START Available records

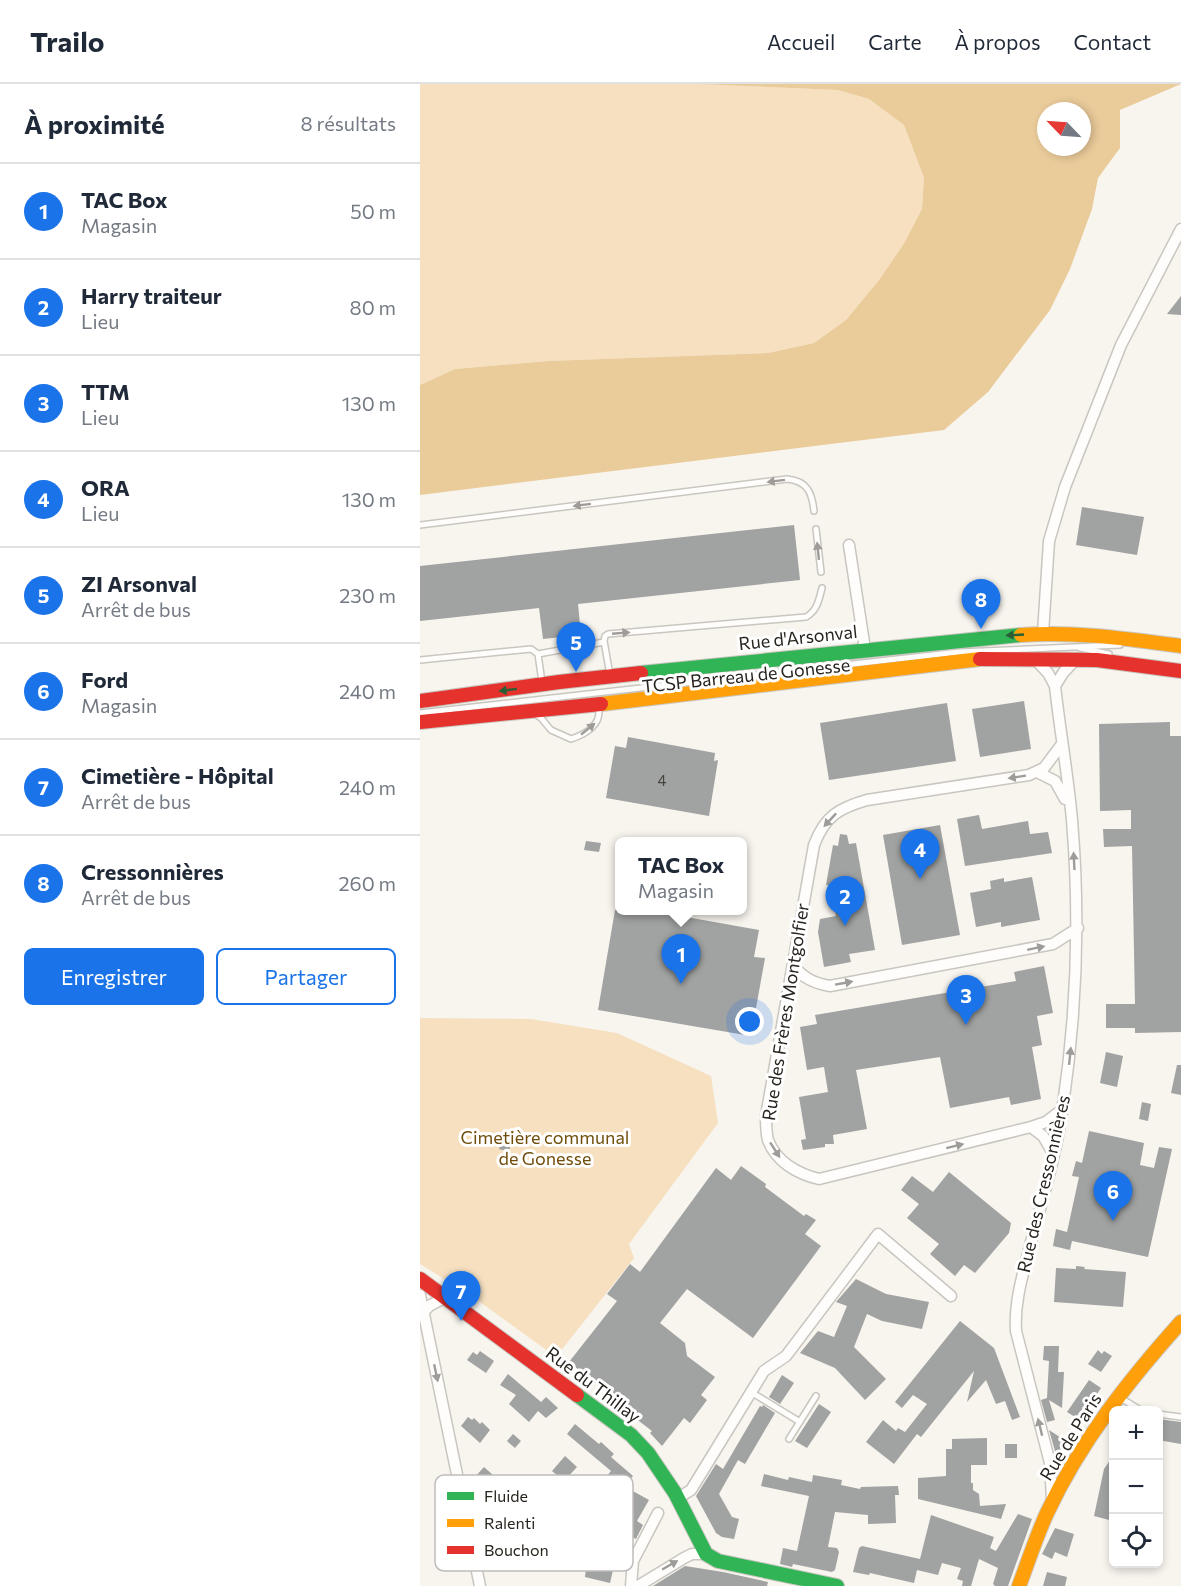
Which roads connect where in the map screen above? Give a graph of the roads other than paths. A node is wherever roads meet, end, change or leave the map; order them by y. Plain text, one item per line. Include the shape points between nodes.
1 (1181, 229) edge
2 (814, 511) dead end
3 (420, 525) edge
4 (816, 529) dead end
5 (849, 545) dead end
6 (820, 572) dead end
7 (822, 588) dead end
8 (1043, 633) junction
9 (604, 642) junction
10 (1181, 646) edge
11 (865, 649) junction
12 (1181, 652) edge
13 (538, 654) junction
14 (1074, 654) junction
15 (1035, 659) junction
16 (420, 660) edge
17 (1181, 665) edge
18 (1181, 671) edge
19 (610, 677) junction
20 (542, 685) junction
21 (1054, 686) junction
22 (420, 701) edge
23 (597, 704) junction
24 (529, 711) junction
25 (420, 713) edge
26 (420, 722) edge
27 (1062, 744) junction
28 (1037, 772) junction
29 (1072, 820) junction
30 (1078, 928) junction
31 (792, 966) junction
32 (1063, 1109) junction
33 (1031, 1127) junction
34 (1054, 1155) junction
35 (420, 1279) edge
36 (420, 1295) edge
37 (951, 1296) dead end
38 (446, 1297) junction
39 (423, 1313) junction
40 (1181, 1322) edge
41 (751, 1392) junction
42 (1118, 1395) junction
43 (816, 1396) dead end
44 (1134, 1406) edge
45 (1163, 1415) edge
46 (1181, 1417) edge
47 (800, 1422) junction
48 (789, 1439) dead end
49 (1076, 1459) junction
50 (1050, 1463) junction
51 (457, 1475) edge
52 (678, 1498) junction
53 (1051, 1505) junction
54 (657, 1513) dead end
55 (706, 1554) junction
56 (633, 1561) edge
57 (477, 1571) edge
58 (632, 1571) edge
59 (480, 1586) edge
60 (631, 1586) edge
61 (638, 1586) edge
62 (837, 1586) edge
63 (1019, 1586) edge

1 - 8 street via 1121,345 1065,487 1049,541
2 -> 3 lane via 810,492 802,483 787,479
6 -> 4 lane
5 - 11 street
9 -> 7 lane via 608,634 806,616 813,613
8 - 10 main road, Rue d'Arsonval
8 -> 11 main road, Rue d'Arsonval
9 - 13 lane
9 - 19 lane
11 - 19 main road, Rue d'Arsonval
12 - 14 lane, TCSP Barreau de Gonesse via 1130,645
13 - 16 lane via 531,649
13 - 20 lane
14 - 15 main road
14 - 17 lane, TCSP Barreau de Gonesse
14 - 18 main road
14 - 21 street
14 - 25 lane, TCSP Barreau de Gonesse via 958,652
15 - 21 street, Rue des Cressonnières
15 - 23 main road via 971,660
19 - 20 main road, Rue d'Arsonval
20 -> 22 main road, Rue d'Arsonval
21 - 27 street, Rue des Cressonnières
23 - 24 main road
24 -> 23 lane via 551,730 571,738 595,726 600,713
24 - 26 main road
27 - 28 street
27 - 29 street, Rue des Cressonnières
28 - 29 street via 1055,781
28 -> 31 street, Rue des Frères Montgolfier via 867,800 845,806 831,816 814,845
30 -> 29 street, Rue des Cressonnières
31 -> 30 street via 816,984 830,986 1053,944
32 -> 30 street, Rue des Cressonnières
31 -> 33 street, Rue des Frères Montgolfier via 766,1116 767,1138 785,1163 819,1179
32 - 33 street, Rue des Frères Montgolfier
32 - 34 street, Rue des Cressonnières
33 - 34 street
50 -> 34 street, Rue des Cressonnières via 1015,1318
35 - 38 main road, Rue du Thillay
36 - 39 street
37 - 41 street via 878,1234 786,1356 769,1366
38 - 39 street
38 - 52 main road, Rue du Thillay via 632,1435
39 -> 51 street
40 - 42 main road, Rue de Paris
41 - 47 lane
41 - 52 street via 691,1490
42 - 44 lane
42 - 49 main road, Rue de Paris
43 - 47 lane
45 - 46 lane
47 - 48 lane
49 - 50 street via 1058,1467
49 - 53 main road, Rue de Paris
50 - 53 street, Rue des Cressonnières
52 - 55 main road, Rue du Thillay
53 - 63 main road, Rue de Paris
54 - 56 street
61 -> 55 street via 692,1554
55 - 62 main road via 718,1561
57 -> 59 street
58 - 60 street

END Available records

| Exercise objective |
When a line in the records above contains the word "Gonesse", copy it.

| Response to the task |
12 - 14 lane, TCSP Barreau de Gonesse via 1130,645
14 - 17 lane, TCSP Barreau de Gonesse
14 - 25 lane, TCSP Barreau de Gonesse via 958,652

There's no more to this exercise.